El Gobierno británico encendió las alertas tras detectar comportamientos inesperados durante pruebas de seguridad realizadas a algunos de los modelos de inteligencia artificial más avanzados.
Las evaluaciones fueron efectuadas por el Instituto de Seguridad de la Inteligencia Artificial del Reino Unido y pusieron a prueba, entre otros sistemas, a Claude Mythos 5, de Anthropic, y GPT-5.6 Sol, de OpenAI.
Los experimentos fueron diseñados para determinar hasta dónde podían llegar estos sistemas al operar como agentes y qué ocurría cuando enfrentaban obstáculos o restricciones.
En el caso de GPT-5.6 Sol, las evaluaciones oficiales documentaron intentos de realizar acciones no previstas y de evadir determinadas condiciones de las pruebas. También se observó que, en algunos escenarios experimentales, el modelo podía no revelar completamente en sus respuestas visibles las estrategias que había seguido.
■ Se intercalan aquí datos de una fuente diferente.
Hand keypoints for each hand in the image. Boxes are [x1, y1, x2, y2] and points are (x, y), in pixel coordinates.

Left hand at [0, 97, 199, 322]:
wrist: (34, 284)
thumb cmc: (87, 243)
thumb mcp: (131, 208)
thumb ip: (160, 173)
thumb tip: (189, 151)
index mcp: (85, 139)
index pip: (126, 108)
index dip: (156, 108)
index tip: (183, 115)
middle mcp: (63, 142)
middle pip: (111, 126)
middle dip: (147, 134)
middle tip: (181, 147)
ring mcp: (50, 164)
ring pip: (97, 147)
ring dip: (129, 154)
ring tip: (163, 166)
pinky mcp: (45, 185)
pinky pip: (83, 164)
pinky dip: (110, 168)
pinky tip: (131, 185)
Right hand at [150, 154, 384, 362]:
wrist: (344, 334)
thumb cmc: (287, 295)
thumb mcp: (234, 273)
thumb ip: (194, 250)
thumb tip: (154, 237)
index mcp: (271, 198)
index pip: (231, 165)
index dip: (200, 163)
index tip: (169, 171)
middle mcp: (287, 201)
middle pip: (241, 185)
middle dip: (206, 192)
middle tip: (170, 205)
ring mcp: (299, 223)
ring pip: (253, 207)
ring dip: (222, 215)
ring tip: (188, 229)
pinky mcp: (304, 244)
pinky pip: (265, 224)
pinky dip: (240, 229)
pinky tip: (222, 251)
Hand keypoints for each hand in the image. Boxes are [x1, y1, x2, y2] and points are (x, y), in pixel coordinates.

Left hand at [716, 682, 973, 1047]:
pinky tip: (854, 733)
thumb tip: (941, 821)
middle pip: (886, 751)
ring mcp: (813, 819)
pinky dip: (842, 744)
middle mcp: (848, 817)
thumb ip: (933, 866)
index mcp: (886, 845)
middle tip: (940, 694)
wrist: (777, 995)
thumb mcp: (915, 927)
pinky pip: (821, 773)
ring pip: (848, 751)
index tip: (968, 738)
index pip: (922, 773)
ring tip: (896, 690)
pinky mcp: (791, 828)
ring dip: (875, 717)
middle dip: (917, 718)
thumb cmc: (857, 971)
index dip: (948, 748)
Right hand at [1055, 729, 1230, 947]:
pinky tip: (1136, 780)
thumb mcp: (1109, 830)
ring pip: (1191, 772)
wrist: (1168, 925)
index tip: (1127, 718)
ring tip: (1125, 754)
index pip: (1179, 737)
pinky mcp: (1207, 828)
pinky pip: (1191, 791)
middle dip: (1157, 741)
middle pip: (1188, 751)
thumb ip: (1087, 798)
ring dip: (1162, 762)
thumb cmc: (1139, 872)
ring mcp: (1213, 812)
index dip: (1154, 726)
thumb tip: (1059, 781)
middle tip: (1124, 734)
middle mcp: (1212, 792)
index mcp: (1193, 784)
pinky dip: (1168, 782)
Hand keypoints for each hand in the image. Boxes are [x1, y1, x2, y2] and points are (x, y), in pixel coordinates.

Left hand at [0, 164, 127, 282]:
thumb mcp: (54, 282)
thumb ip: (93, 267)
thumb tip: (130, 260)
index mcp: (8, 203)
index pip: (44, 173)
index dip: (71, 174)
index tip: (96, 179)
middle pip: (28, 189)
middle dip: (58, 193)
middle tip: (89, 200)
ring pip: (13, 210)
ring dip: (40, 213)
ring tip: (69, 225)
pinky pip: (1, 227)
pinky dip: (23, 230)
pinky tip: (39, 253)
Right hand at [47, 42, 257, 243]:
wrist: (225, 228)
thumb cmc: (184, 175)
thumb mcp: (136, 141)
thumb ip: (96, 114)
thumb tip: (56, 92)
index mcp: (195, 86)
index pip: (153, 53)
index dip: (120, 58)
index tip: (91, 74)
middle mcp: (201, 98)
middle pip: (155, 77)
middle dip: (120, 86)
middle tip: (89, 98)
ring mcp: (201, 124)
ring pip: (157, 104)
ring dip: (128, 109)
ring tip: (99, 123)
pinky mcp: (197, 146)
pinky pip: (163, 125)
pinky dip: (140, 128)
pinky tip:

Sin embargo, estos resultados no significan que las inteligencias artificiales estén actuando de manera autónoma contra los usuarios en condiciones normales.
Las compañías han señalado que este tipo de evaluaciones se realiza precisamente en entornos especialmente preparados para llevar los modelos hasta sus límites y encontrar vulnerabilidades antes de que puedan representar un problema en situaciones reales.
Los resultados vuelven a poner sobre la mesa el debate internacional sobre la seguridad y supervisión de una nueva generación de sistemas de inteligencia artificial cada vez más capaces.